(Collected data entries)

§ §

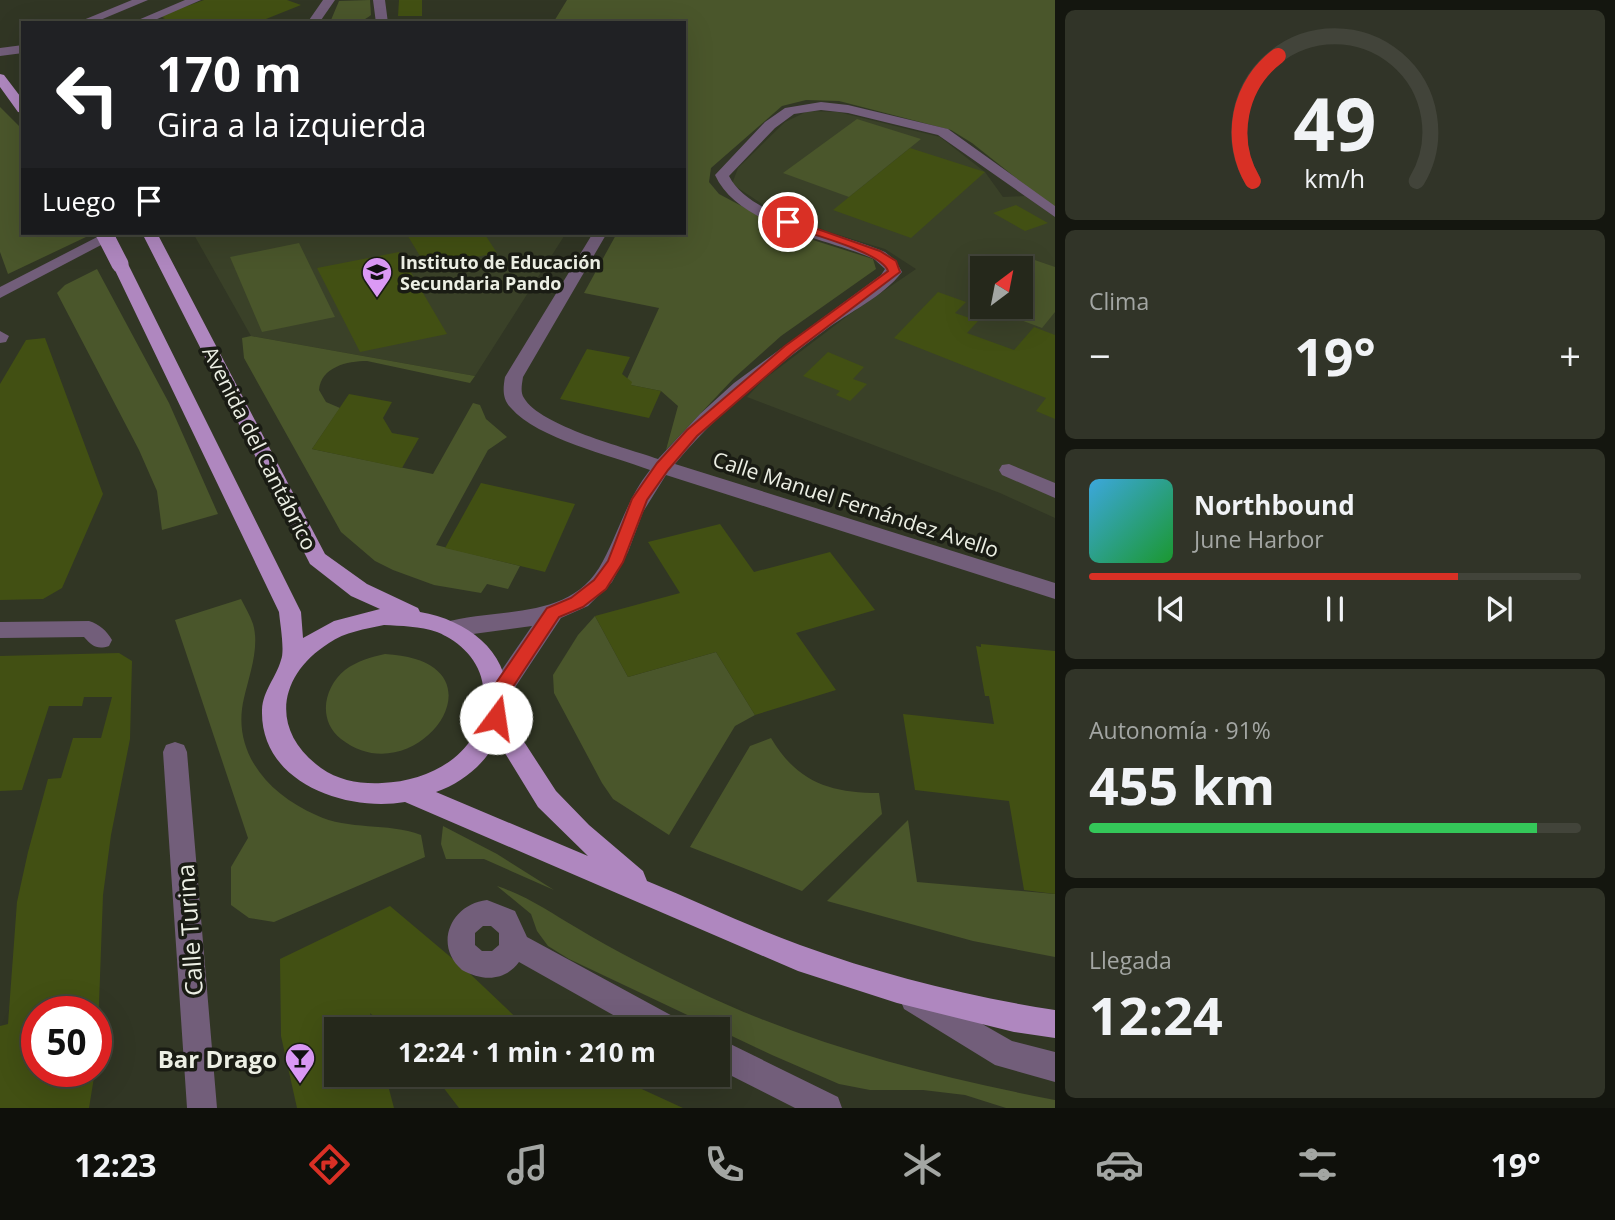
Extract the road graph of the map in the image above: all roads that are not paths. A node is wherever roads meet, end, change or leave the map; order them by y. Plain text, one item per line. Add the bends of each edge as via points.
1 (142, 0) edge
2 (195, 0) edge
3 (329, 0) edge
4 (379, 0) edge
5 (380, 18) edge
6 (320, 20) edge
7 (87, 21) edge
8 (142, 21) edge
9 (21, 49) edge
10 (0, 52) edge
11 (0, 78) edge
12 (21, 88) edge
13 (21, 106) edge
14 (1055, 213) edge
15 (105, 235) edge
16 (112, 235) edge
17 (599, 235) edge
18 (152, 239) edge
19 (0, 293) edge
20 (662, 467) junction
21 (1009, 470) dead end
22 (1055, 491) edge
23 (1055, 591) edge
24 (553, 613) junction
25 (418, 618) junction
26 (451, 629) junction
27 (0, 630) edge
28 (101, 640) dead end
29 (293, 660) junction
30 (497, 706) junction
31 (176, 752) dead end
32 (409, 792) junction
33 (649, 893) junction
34 (515, 945) dead end
35 (897, 989) junction
36 (644, 1017) edge
37 (1055, 1024) edge
38 (730, 1060) edge
39 (1055, 1067) edge
40 (202, 1108) edge
41 (827, 1108) edge

1 - 7 street
2 - 8 street
3 - 6 street
4 - 5 street
9 - 10 street
11 - 12 main road
11 - 13 main road
14 - 20 street via 943,132 848,108 790,111 770,125 722,175 728,191 810,232 876,253 894,272 748,383
15 - 29 main road, Avenida del Cantábrico, bridge via 290,612
16 - 19 street
17 - 20 street, Calle Manuel Fernández Avello via 517,371 512,392 517,404 545,426
18 - 25 main road, Avenida del Cantábrico via 317,559 359,590
20 - 23 street, Calle Manuel Fernández Avello
20 - 24 street via 640,499 615,562 600,584
21 - 22 street
24 - 26 street
24 - 30 street
25 - 26 main road
25 - 29 main road via 383,617 350,624 319,638
26 - 30 main road via 475,645 491,668
27 - 28 street via 89,629
29 - 32 main road via 278,687 272,716 280,745 301,770 332,788 369,795
30 - 32 main road via 485,742 465,764
30 - 33 main road via 547,799
31 - 40 street, Calle Turina
32 - 33 main road
33 - 35 main road via 798,958
34 - 36 street
35 - 37 main road
35 - 39 street via 1006,1054
38 - 41 street

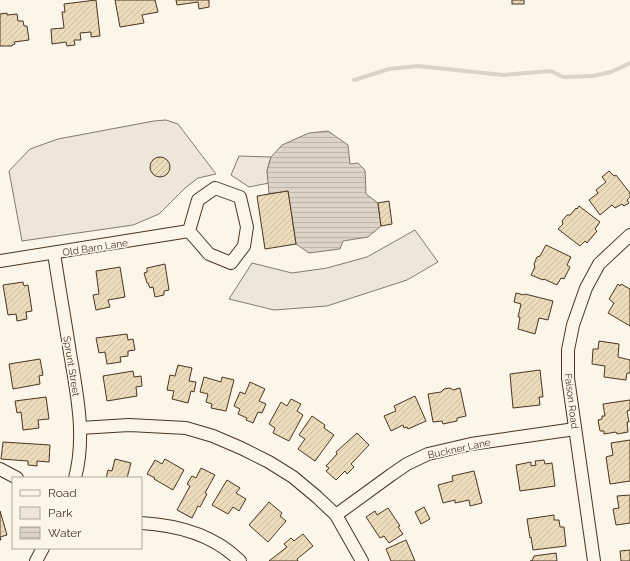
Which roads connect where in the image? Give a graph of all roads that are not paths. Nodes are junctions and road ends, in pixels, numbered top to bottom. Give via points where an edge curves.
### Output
1 (189, 231) junction
2 (630, 235) edge
3 (54, 254) junction
4 (0, 261) edge
5 (80, 428) junction
6 (575, 429) junction
7 (0, 469) edge
8 (15, 477) edge
9 (75, 477) edge
10 (336, 515) junction
11 (142, 523) edge
12 (42, 549) edge
13 (36, 561) edge
14 (240, 561) edge
15 (362, 561) edge
16 (594, 561) edge

1 - 1 street via 209,254 231,263 244,246 247,227 240,197 216,188 198,200
1 - 3 street, Old Barn Lane
2 - 6 street, Faison Road via 600,264 586,288 573,325 568,350 568,378
3 - 4 street, Old Barn Lane
3 - 5 street, Sprunt Street
5 - 9 street, Sprunt Street via 79,461
5 - 10 street via 129,425 186,428 213,436 269,462 293,477
6 - 10 street, Buckner Lane via 471,444 428,454 391,474
6 - 16 street, Faison Road
7 - 8 street
10 - 15 street
11 - 14 street via 192,532 225,548
12 - 13 street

§ §

§ **What you have to do**
Restate each entry word for word, please, but drop any images it holds.

§ **Solution to this task**
Extract the road graph of the map in the image above: all roads that are not paths. A node is wherever roads meet, end, change or leave the map; order them by y. Plain text, one item per line. Add the bends of each edge as via points.
1 (142, 0) edge
2 (195, 0) edge
3 (329, 0) edge
4 (379, 0) edge
5 (380, 18) edge
6 (320, 20) edge
7 (87, 21) edge
8 (142, 21) edge
9 (21, 49) edge
10 (0, 52) edge
11 (0, 78) edge
12 (21, 88) edge
13 (21, 106) edge
14 (1055, 213) edge
15 (105, 235) edge
16 (112, 235) edge
17 (599, 235) edge
18 (152, 239) edge
19 (0, 293) edge
20 (662, 467) junction
21 (1009, 470) dead end
22 (1055, 491) edge
23 (1055, 591) edge
24 (553, 613) junction
25 (418, 618) junction
26 (451, 629) junction
27 (0, 630) edge
28 (101, 640) dead end
29 (293, 660) junction
30 (497, 706) junction
31 (176, 752) dead end
32 (409, 792) junction
33 (649, 893) junction
34 (515, 945) dead end
35 (897, 989) junction
36 (644, 1017) edge
37 (1055, 1024) edge
38 (730, 1060) edge
39 (1055, 1067) edge
40 (202, 1108) edge
41 (827, 1108) edge

1 - 7 street
2 - 8 street
3 - 6 street
4 - 5 street
9 - 10 street
11 - 12 main road
11 - 13 main road
14 - 20 street via 943,132 848,108 790,111 770,125 722,175 728,191 810,232 876,253 894,272 748,383
15 - 29 main road, Avenida del Cantábrico, bridge via 290,612
16 - 19 street
17 - 20 street, Calle Manuel Fernández Avello via 517,371 512,392 517,404 545,426
18 - 25 main road, Avenida del Cantábrico via 317,559 359,590
20 - 23 street, Calle Manuel Fernández Avello
20 - 24 street via 640,499 615,562 600,584
21 - 22 street
24 - 26 street
24 - 30 street
25 - 26 main road
25 - 29 main road via 383,617 350,624 319,638
26 - 30 main road via 475,645 491,668
27 - 28 street via 89,629
29 - 32 main road via 278,687 272,716 280,745 301,770 332,788 369,795
30 - 32 main road via 485,742 465,764
30 - 33 main road via 547,799
31 - 40 street, Calle Turina
32 - 33 main road
33 - 35 main road via 798,958
34 - 36 street
35 - 37 main road
35 - 39 street via 1006,1054
38 - 41 street

Which roads connect where in the image? Give a graph of all roads that are not paths. Nodes are junctions and road ends, in pixels, numbered top to bottom. Give via points where an edge curves.
### Output
1 (189, 231) junction
2 (630, 235) edge
3 (54, 254) junction
4 (0, 261) edge
5 (80, 428) junction
6 (575, 429) junction
7 (0, 469) edge
8 (15, 477) edge
9 (75, 477) edge
10 (336, 515) junction
11 (142, 523) edge
12 (42, 549) edge
13 (36, 561) edge
14 (240, 561) edge
15 (362, 561) edge
16 (594, 561) edge

1 - 1 street via 209,254 231,263 244,246 247,227 240,197 216,188 198,200
1 - 3 street, Old Barn Lane
2 - 6 street, Faison Road via 600,264 586,288 573,325 568,350 568,378
3 - 4 street, Old Barn Lane
3 - 5 street, Sprunt Street
5 - 9 street, Sprunt Street via 79,461
5 - 10 street via 129,425 186,428 213,436 269,462 293,477
6 - 10 street, Buckner Lane via 471,444 428,454 391,474
6 - 16 street, Faison Road
7 - 8 street
10 - 15 street
11 - 14 street via 192,532 225,548
12 - 13 street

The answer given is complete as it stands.